(Stored entries)
*** Begin section ***
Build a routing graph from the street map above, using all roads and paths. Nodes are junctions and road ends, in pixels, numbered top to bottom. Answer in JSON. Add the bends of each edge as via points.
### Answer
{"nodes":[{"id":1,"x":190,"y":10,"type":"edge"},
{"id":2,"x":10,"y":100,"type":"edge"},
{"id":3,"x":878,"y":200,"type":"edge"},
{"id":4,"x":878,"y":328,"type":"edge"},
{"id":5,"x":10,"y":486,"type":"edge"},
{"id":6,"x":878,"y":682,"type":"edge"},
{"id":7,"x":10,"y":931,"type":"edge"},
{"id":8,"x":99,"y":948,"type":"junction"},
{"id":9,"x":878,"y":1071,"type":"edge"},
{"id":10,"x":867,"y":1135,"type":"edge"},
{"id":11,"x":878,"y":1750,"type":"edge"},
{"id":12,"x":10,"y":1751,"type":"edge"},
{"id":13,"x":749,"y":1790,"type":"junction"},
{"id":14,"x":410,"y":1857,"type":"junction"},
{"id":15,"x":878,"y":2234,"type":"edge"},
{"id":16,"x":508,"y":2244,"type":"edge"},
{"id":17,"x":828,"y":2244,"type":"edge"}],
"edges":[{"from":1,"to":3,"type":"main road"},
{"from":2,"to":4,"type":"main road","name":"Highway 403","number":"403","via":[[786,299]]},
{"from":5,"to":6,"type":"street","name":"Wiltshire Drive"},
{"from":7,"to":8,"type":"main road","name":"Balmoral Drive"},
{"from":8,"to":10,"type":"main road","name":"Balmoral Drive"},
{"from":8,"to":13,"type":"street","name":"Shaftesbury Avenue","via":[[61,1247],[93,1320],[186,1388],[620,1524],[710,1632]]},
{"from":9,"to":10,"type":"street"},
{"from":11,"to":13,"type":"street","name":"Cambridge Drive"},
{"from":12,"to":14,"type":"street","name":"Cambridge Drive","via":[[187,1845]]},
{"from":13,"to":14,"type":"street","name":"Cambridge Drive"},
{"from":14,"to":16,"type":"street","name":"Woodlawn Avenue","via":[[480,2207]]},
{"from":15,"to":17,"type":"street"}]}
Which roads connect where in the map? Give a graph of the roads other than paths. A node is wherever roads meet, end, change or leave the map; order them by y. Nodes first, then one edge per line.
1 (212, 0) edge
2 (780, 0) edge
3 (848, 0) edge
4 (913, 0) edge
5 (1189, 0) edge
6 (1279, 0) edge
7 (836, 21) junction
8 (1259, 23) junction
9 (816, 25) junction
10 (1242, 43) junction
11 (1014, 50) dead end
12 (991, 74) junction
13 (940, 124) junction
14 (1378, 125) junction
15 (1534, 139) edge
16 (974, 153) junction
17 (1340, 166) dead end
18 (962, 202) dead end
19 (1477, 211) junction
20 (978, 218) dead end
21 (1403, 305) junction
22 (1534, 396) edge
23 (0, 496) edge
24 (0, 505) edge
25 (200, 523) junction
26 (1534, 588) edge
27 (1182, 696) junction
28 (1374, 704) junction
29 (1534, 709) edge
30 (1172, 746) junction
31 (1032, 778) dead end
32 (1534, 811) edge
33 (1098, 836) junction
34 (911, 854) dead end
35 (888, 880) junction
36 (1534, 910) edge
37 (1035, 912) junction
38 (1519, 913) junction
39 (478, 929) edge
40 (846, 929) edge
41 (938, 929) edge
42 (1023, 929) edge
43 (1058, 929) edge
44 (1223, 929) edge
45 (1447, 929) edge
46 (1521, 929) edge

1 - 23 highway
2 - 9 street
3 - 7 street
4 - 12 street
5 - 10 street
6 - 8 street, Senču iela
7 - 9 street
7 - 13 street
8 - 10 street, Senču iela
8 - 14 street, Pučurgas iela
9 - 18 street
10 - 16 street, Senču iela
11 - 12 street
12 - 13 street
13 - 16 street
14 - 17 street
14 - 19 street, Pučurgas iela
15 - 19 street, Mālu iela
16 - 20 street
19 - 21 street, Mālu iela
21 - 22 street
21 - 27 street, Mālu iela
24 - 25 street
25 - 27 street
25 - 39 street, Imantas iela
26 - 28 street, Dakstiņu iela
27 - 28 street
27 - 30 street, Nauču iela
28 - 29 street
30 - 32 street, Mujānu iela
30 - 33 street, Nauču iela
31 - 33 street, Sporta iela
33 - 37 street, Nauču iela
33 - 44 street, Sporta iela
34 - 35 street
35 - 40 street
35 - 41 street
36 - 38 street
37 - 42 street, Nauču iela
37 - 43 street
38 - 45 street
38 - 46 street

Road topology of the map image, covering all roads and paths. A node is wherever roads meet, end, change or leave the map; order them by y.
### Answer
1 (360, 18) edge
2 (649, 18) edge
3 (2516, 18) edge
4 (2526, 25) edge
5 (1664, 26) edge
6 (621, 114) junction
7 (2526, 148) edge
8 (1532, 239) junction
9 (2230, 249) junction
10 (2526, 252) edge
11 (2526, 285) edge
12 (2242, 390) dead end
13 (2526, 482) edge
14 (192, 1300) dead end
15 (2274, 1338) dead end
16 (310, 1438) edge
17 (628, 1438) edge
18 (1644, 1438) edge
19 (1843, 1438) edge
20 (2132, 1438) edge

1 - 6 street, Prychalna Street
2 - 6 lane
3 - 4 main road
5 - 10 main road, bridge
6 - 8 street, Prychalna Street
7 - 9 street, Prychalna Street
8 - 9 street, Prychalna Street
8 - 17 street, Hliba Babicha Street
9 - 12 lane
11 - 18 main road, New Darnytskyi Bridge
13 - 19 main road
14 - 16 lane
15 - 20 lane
*** End section ***
=== Task brief ===
Please state the number of lines in the data above that hold the word "Mālu", without any other text.

=== Exercise response ===
3